▸ YOUR TASK
You are asked to filter the data below and copy every line holding "Królowej".

Data records
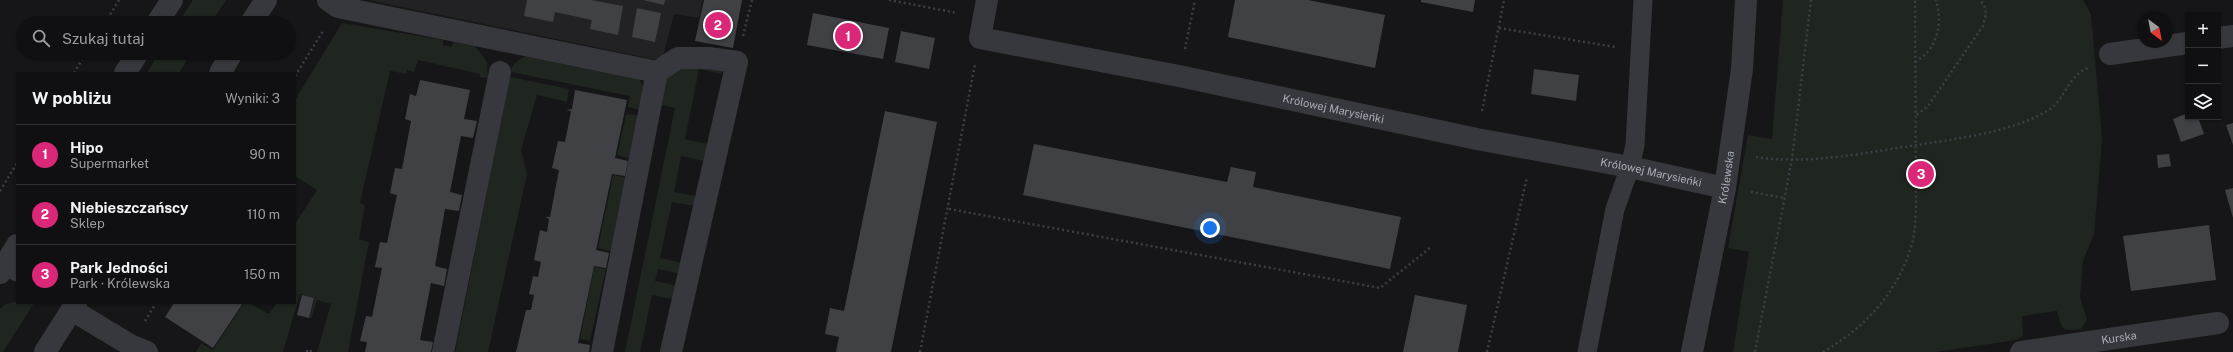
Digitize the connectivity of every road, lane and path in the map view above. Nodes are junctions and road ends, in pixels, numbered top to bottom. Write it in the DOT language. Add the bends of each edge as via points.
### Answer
graph roads {
  1 [pos="119,0"];
  2 [pos="172,0"];
  3 [pos="266,0"];
  4 [pos="752,0"];
  5 [pos="889,0"];
  6 [pos="1195,0"];
  7 [pos="1504,0"];
  8 [pos="1643,0"];
  9 [pos="1746,0"];
  10 [pos="1811,0"];
  11 [pos="1916,0"];
  12 [pos="1936,0"];
  13 [pos="1980,0"];
  14 [pos="333,4"];
  15 [pos="109,16"];
  16 [pos="162,16"];
  17 [pos="256,16"];
  18 [pos="983,19"];
  19 [pos="1499,28"];
  20 [pos="2233,36"];
  21 [pos="2221,38"];
  22 [pos="2185,43"];
  23 [pos="1640,51"];
  24 [pos="2110,54"];
  25 [pos="82,60"];
  26 [pos="133,60"];
  27 [pos="228,60"];
  28 [pos="737,62"];
  29 [pos="1916,62"];
  30 [pos="75,72"];
  31 [pos="126,72"];
  32 [pos="221,72"];
  33 [pos="500,72"];
  34 [pos="657,72"];
  35 [pos="296,74"];
  36 [pos="1179,76"];
  37 [pos="1917,115"];
  38 [pos="1476,139"];
  39 [pos="1917,145"];
  40 [pos="1533,149"];
  41 [pos="1730,153"];
  42 [pos="1792,159"];
  43 [pos="16,166"];
  44 [pos="1630,167"];
  45 [pos="1725,188"];
  46 [pos="0,191"];
  47 [pos="1784,198"];
  48 [pos="949,208"];
  49 [pos="16,247"];
  50 [pos="1431,247"];
  51 [pos="7,269"];
  52 [pos="71,305"];
  53 [pos="2218,323"];
  54 [pos="45,352"];
  55 [pos="147,352"];
  56 [pos="307,352"];
  57 [pos="314,352"];
  58 [pos="443,352"];
  59 [pos="602,352"];
  60 [pos="671,352"];
  61 [pos="920,352"];
  62 [pos="1487,352"];
  63 [pos="1587,352"];
  64 [pos="1692,352"];
  65 [pos="1755,352"];
  66 [pos="1823,352"];
  67 [pos="2021,352"];
  1 -- 15 [label="path"];
  2 -- 16 [label="street"];
  3 -- 17 [label="street"];
  4 -- 28 [label="path"];
  5 -- 18 [label="path"];
  6 -- 36 [label="path"];
  7 -- 19 [label="path"];
  8 -- 23 [label="lane"];
  9 -- 41 [label="street, Królewska" via="1742,69"];
  10 -- 42 [label="path"];
  11 -- 29 [label="path"];
  12 -- 29 [label="path" via="1940,13 1938,33 1926,56"];
  13 -- 37 [label="path" via="1985,6 1986,14 1983,26 1928,106"];
  14 -- 34 [label="street"];
  14 -- 35 [label="path"];
  18 -- 36 [label="street, Królowej Marysieńki"];
  18 -- 48 [label="path"];
  19 -- 23 [label="path"];
  19 -- 38 [label="path"];
  20 -- 21 [label="street"];
  22 -- 24 [label="street"];
  23 -- 44 [label="lane" via="1635,145"];
  24 -- 39 [label="path" via="2100,64 2082,70 2060,100 2048,111 2018,123 1954,140"];
  25 -- 30 [label="path"];
  26 -- 31 [label="street"];
  27 -- 32 [label="street"];
  28 -- 34 [label="street" via="709,58 678,58"];
  28 -- 60 [label="street"];
  29 -- 37 [label="path"];
  33 -- 58 [label="street"];
  34 -- 59 [label="street"];
  36 -- 38 [label="street, Królowej Marysieńki"];
  37 -- 39 [label="path"];
  38 -- 40 [label="street, Królowej Marysieńki"];
  39 -- 42 [label="path" via="1873,152"];
  39 -- 66 [label="path" via="1913,243 1900,273 1876,312 1857,330"];
  40 -- 44 [label="street, Królowej Marysieńki"];
  40 -- 62 [label="path"];
  41 -- 42 [label="path" via="1774,160"];
  41 -- 45 [label="street, Królewska"];
  42 -- 47 [label="path"];
  43 -- 46 [label="path"];
  44 -- 45 [label="street, Królowej Marysieńki"];
  44 -- 63 [label="lane" via="1615,209"];
  45 -- 47 [label="path"];
  45 -- 64 [label="street, Królewska"];
  47 -- 65 [label="path"];
  48 -- 50 [label="path" via="1380,288"];
  48 -- 61 [label="path"];
  49 -- 51 [label="street"];
  52 -- 54 [label="street"];
  52 -- 55 [label="street" via="130,345"];
  53 -- 67 [label="street, Kurska"];
  56 -- 57 [label="path"];
}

▸ ANSWER TO THIS EXERCISE
  18 -- 36 [label="street, Królowej Marysieńki"];
  36 -- 38 [label="street, Królowej Marysieńki"];
  38 -- 40 [label="street, Królowej Marysieńki"];
  40 -- 44 [label="street, Królowej Marysieńki"];
  44 -- 45 [label="street, Królowej Marysieńki"];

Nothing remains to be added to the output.